Pax et Bonum

The Online worship resource for St. James Parish

June 10, 2009

Joy is prayer - Joy is strength - Joy is love - Joy is a net of love by which you can catch souls.
Lord, put courage into my heart, and take away all that may hinder me serving you.
Free my tongue to proclaim your goodness, that all may understand me.
Give me friends to advise and help me, that by working together our efforts may bear abundant fruit.
And, above all, let me constantly remember that all my actions are in vain unless they are guided by your hand.

Seeing Clearly

This week I have been reading a fascinating book about Theodore Roosevelt, a man that I find interesting and inspiring. Apparently early in Teedie’s life, he began to study natural history, collecting all types of specimens of animals and birds, so that he could identify them with their proper names, and study their anatomy, etc. During this time, he couldn’t figure out why some people around him could see things that he never saw. His father figured out that Teedie needed glasses – and when those spectacles went over his eyes for the first time, he discovered a whole new world. It is thought that he was unable to see beyond about 30 feet without his glasses. But with them, he saw birds he never knew existed, and discovered a new beauty to the world around him.
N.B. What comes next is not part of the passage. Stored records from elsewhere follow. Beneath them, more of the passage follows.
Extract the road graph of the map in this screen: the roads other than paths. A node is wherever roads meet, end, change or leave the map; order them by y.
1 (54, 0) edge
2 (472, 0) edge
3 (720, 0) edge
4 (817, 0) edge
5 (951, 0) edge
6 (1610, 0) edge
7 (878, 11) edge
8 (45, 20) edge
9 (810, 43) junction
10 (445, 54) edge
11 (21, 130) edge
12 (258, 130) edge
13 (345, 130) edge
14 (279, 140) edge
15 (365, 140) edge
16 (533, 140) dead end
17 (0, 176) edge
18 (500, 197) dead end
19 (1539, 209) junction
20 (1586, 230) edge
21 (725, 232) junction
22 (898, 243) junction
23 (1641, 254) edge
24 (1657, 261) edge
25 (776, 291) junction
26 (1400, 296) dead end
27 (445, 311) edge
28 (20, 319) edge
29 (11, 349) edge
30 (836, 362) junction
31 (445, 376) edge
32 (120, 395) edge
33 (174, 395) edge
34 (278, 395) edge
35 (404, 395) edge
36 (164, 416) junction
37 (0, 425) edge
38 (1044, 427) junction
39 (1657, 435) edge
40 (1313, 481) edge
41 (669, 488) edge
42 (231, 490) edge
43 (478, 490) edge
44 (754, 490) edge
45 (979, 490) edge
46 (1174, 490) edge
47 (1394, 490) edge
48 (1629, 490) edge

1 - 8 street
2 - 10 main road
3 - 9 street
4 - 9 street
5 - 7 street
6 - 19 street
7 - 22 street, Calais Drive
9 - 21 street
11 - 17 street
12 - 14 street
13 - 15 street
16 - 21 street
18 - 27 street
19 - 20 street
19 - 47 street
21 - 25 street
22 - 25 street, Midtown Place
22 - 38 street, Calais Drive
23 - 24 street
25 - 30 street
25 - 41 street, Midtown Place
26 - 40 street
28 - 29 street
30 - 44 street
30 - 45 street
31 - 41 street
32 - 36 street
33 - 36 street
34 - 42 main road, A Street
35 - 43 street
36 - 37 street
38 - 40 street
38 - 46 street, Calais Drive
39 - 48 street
Teedie never knew that he wasn’t seeing clearly, until he was helped to do so. As I read this account, it reminded me of the many times that we as Christians fail to see the things around us that speak of God’s work in the world. We are often short-sighted, caught up in our own small worlds, unable to see beyond our own needs. We need our Heavenly Father to place upon our noses the spectacles of the Spirit – the ability to see into the mystery of God’s work all around us – to see our part in it, small or great, recognizing that faith opens up a world of both opportunity and responsibility, if only we will allow God to open our eyes.
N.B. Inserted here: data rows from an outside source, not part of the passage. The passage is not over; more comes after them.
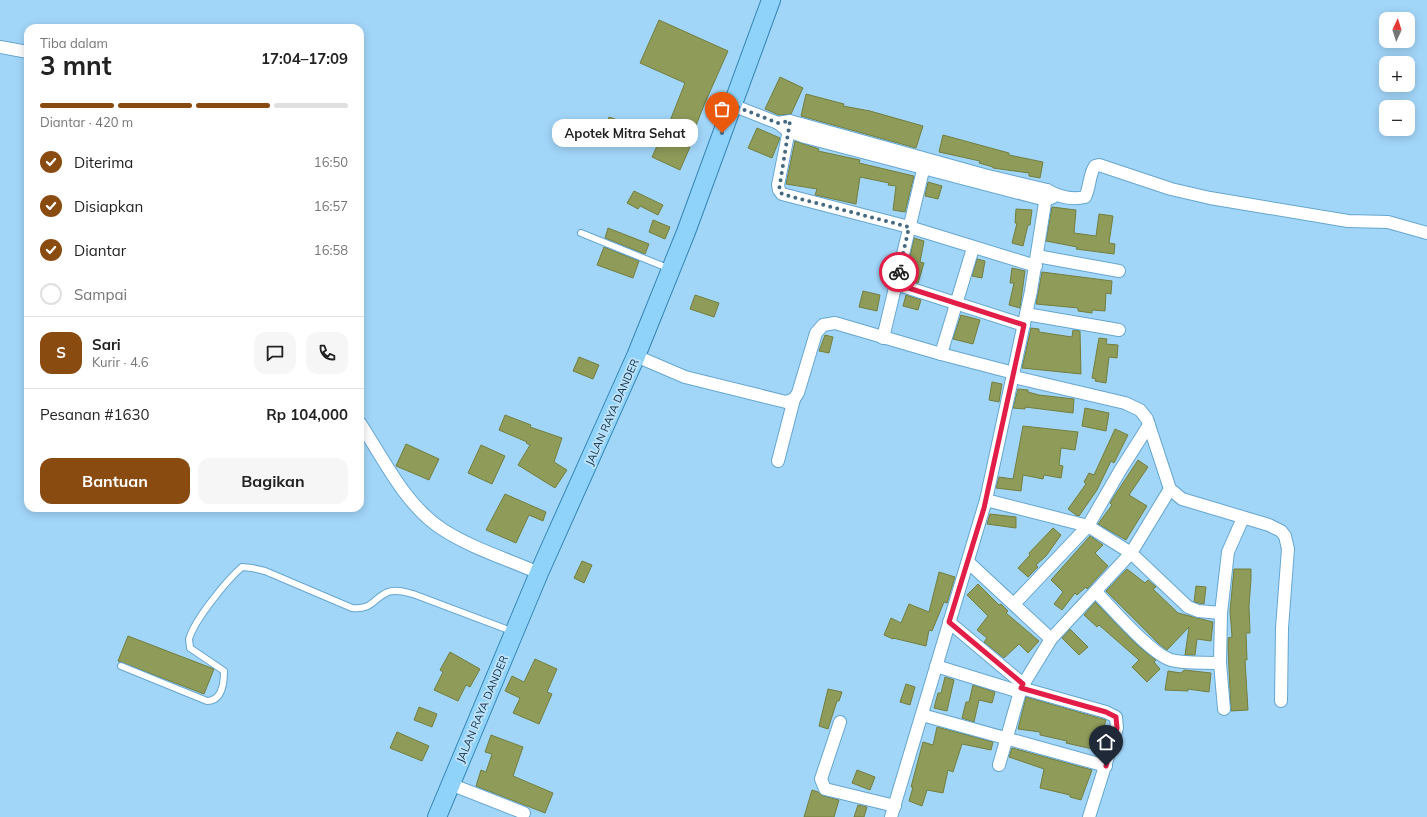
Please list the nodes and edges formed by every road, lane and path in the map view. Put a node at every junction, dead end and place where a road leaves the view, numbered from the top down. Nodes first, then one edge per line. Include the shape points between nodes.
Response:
1 (771, 0) edge
2 (0, 47) edge
3 (24, 51) edge
4 (732, 105) junction
5 (786, 125) junction
6 (925, 164) junction
7 (1050, 195) junction
8 (909, 227) junction
9 (581, 233) dead end
10 (1427, 233) edge
11 (973, 248) junction
12 (1037, 261) junction
13 (671, 269) junction
14 (1119, 271) dead end
15 (896, 284) junction
16 (956, 303) junction
17 (1025, 319) junction
18 (1119, 330) dead end
19 (883, 338) junction
20 (942, 354) junction
21 (636, 356) junction
22 (1014, 375) junction
23 (794, 399) junction
24 (1149, 425) junction
25 (364, 429) edge
26 (778, 461) dead end
27 (1170, 489) junction
28 (986, 500) junction
29 (1243, 518) junction
30 (1088, 526) junction
31 (1131, 553) junction
32 (968, 562) junction
33 (539, 573) junction
34 (1096, 592) junction
35 (1014, 604) junction
36 (1221, 614) junction
37 (949, 622) junction
38 (515, 632) junction
39 (1051, 639) junction
40 (1220, 663) junction
41 (121, 666) dead end
42 (936, 666) junction
43 (1021, 688) junction
44 (1281, 701) dead end
45 (1224, 709) dead end
46 (922, 715) junction
47 (840, 722) dead end
48 (1007, 737) junction
49 (999, 765) dead end
50 (1106, 766) junction
51 (450, 784) junction
52 (893, 811) edge
53 (524, 813) dead end
54 (437, 817) edge
55 (1089, 817) edge

1 - 4 main road, JALAN RAYA DANDER
2 - 3 street
4 - 5 street
4 - 13 main road, JALAN RAYA DANDER
5 - 6 street
5 - 8 street via 778,185 782,194
6 - 7 street
6 - 8 street
7 - 10 street via 1077,199 1085,197 1092,169 1099,165 1171,189 1210,198 1348,221 1388,222
7 - 12 street
8 - 11 street
8 - 15 street
9 - 13 lane
11 - 12 street
11 - 16 street
12 - 14 street
12 - 17 street
13 - 21 main road, JALAN RAYA DANDER
15 - 16 street
15 - 19 street
16 - 17 street
16 - 20 street
17 - 18 street
17 - 22 street
19 - 20 street
19 - 23 street via 835,323 819,328 813,339 798,393
20 - 22 street
21 - 23 street via 696,380 779,401
21 - 33 main road, JALAN RAYA DANDER
22 - 24 street via 1132,406 1144,414
22 - 28 street
23 - 26 street
24 - 27 street
24 - 30 street
25 - 33 street via 407,495 430,520 460,539
27 - 29 street via 1185,500
27 - 31 street
28 - 30 street
28 - 32 street
29 - 36 street via 1228,552
29 - 44 street via 1275,528 1287,541
30 - 31 street
30 - 35 street
31 - 34 street
31 - 36 street via 1188,606 1198,611
32 - 35 street
32 - 37 street
33 - 38 main road, JALAN RAYA DANDER
34 - 39 street
34 - 40 street via 1163,656 1170,660 1185,662
35 - 39 street
36 - 40 street
37 - 42 street
37 - 43 street
38 - 41 lane via 413,594 398,591 388,592 367,608 352,608 265,572 242,567 231,576 204,611 189,640 190,648 224,671 224,682 217,698 207,701
38 - 51 main road, JALAN RAYA DANDER
39 - 43 street
40 - 45 street
42 - 43 street
42 - 46 street
43 - 48 street
43 - 50 street via 1116,717 1117,728
46 - 48 street
46 - 52 street
47 - 52 street via 821,779 825,789
48 - 49 street
48 - 50 street
50 - 55 street
51 - 53 street
51 - 54 main road, JALAN RAYA DANDER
Day by day, dear Lord of you
Three things I pray:
To see you more clearly,
To love you more dearly,
To follow you more nearly,
Day by day.
The Promise of Healing
A Series on the Healing Stories in the Gospel Narratives

Healing Touch

"As he went, the crowds pressed in on him. Now there was a woman who had been suffering from hemorrhages for twelve years; and though she had spent all she had on physicians, no one could cure her. She came up behind him and touched the fringe of his clothes, and immediately her hemorrhage stopped. Then Jesus asked, ‘Who touched me?’ When all denied it, Peter said, ‘Master, the crowds surround you and press in on you.’ But Jesus said, ‘Someone touched me; for I noticed that power had gone out from me.’ When the woman saw that she could not remain hidden, she came trembling; and falling down before him, she declared in the presence of all the people why she had touched him, and how she had been immediately healed. He said to her, ‘Daughter, your faith has made you well; go in peace.’"

Chapter 8, in the Gospel of Luke, is a busy series of teaching and healing for Jesus. In the midst of moving from a request for healing of Jairus' daughter, to the place where he found her, Jesus is surrounded by a crowd, milling about him and pressing against him as they try to get close.
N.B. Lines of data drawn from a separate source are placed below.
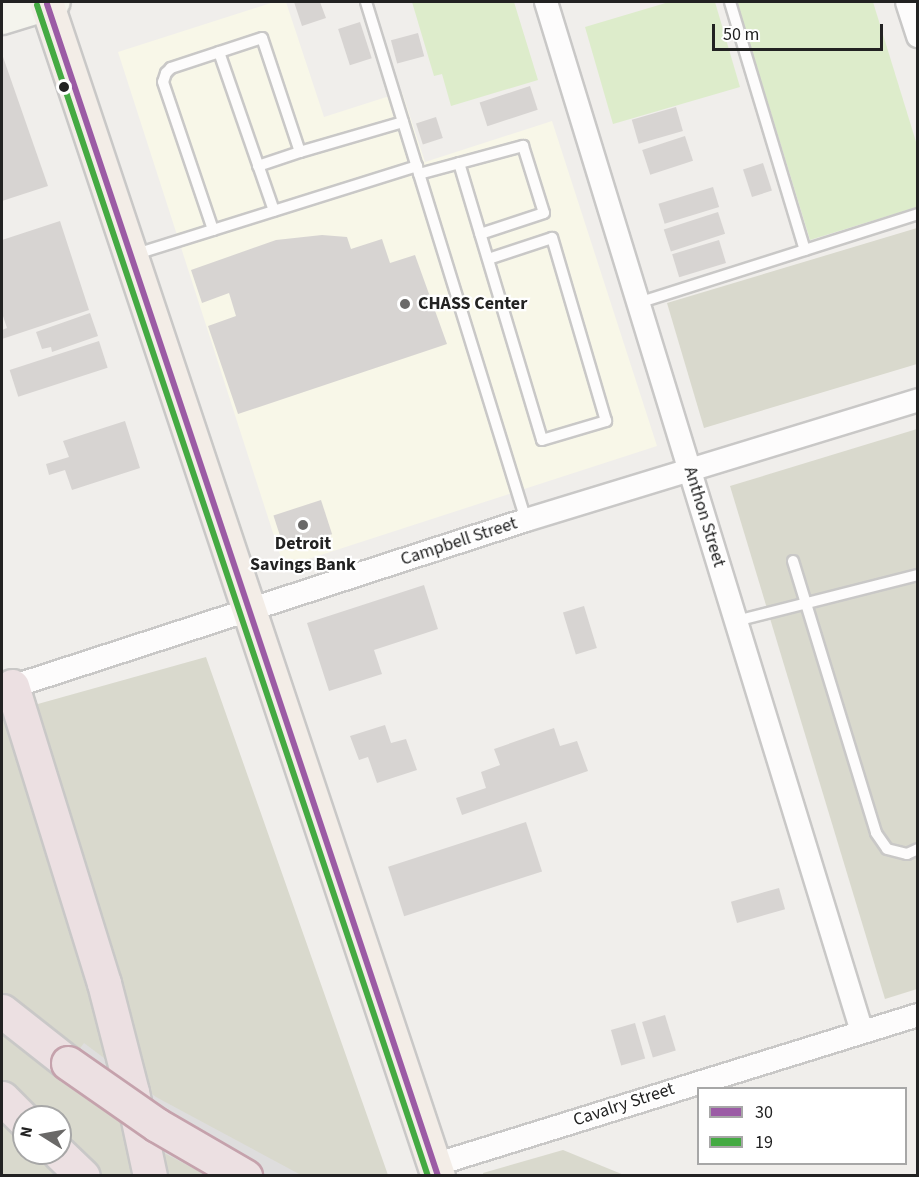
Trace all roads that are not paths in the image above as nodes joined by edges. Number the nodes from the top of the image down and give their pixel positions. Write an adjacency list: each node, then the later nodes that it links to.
1 (49, 2): 6 (street); 19 (main road)
2 (366, 2): 9 (lane)
3 (546, 2): 21 (street, Anthon Street)
4 (730, 2): 18 (lane)
5 (907, 2): 7 (street)
6 (2, 18)
7 (918, 36)
8 (219, 52): 10 (lane); 12 (lane); 16 (lane)
9 (403, 122): 10 (lane); 13 (lane)
10 (300, 152): 12 (lane)
11 (459, 164): 13 (lane); 17 (lane); 17 (lane)
12 (258, 166): 14 (lane)
13 (418, 170): 14 (lane); 24 (lane)
14 (274, 210): 16 (lane)
15 (918, 214): 18 (lane)
16 (213, 230): 19 (lane)
17 (480, 234): 20 (lane)
18 (805, 250): 21 (lane)
19 (131, 256): 28 (main road)
20 (488, 259): 20 (lane)
21 (638, 303): 23 (street, Anthon Street)
22 (918, 400): 23 (street, Campbell Street)
23 (690, 470): 24 (street, Campbell Street); 29 (street, Anthon Street)
24 (526, 520): 28 (street, Campbell Street)
25 (793, 561): 27 (lane)
26 (918, 575): 27 (lane)
27 (806, 601): 29 (lane); 31 (lane)
28 (247, 611): 30 (street, Campbell Street); 36 (main road)
29 (736, 621): 34 (street, Anthon Street)
30 (7, 688): 38 (highway)
31 (918, 849)
32 (2, 1011): 39 (highway, bridge)
33 (918, 1015): 34 (street, Cavalry Street)
34 (862, 1032): 36 (street, Cavalry Street)
35 (72, 1165): 37 (highway)
36 (436, 1170)
37 (83, 1176)
38 (150, 1176)
39 (246, 1176)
A woman, who has been ill for twelve years, winds her way through the crowds and is close enough to Jesus to touch his garment. She is desperate and she is determined.

She is not unlike the woman who anointed Jesus' feet with oil in another scene from this Gospel. That woman was so fixed upon gratitude and love that she ignored the others who would make her move into the darkness.

Last week I offered an image for us of a cross made of intention. Along the side of the road, Bartimaeus calls out for healing and Jesus answer him. Their exchange creates a cross of energy, need and love.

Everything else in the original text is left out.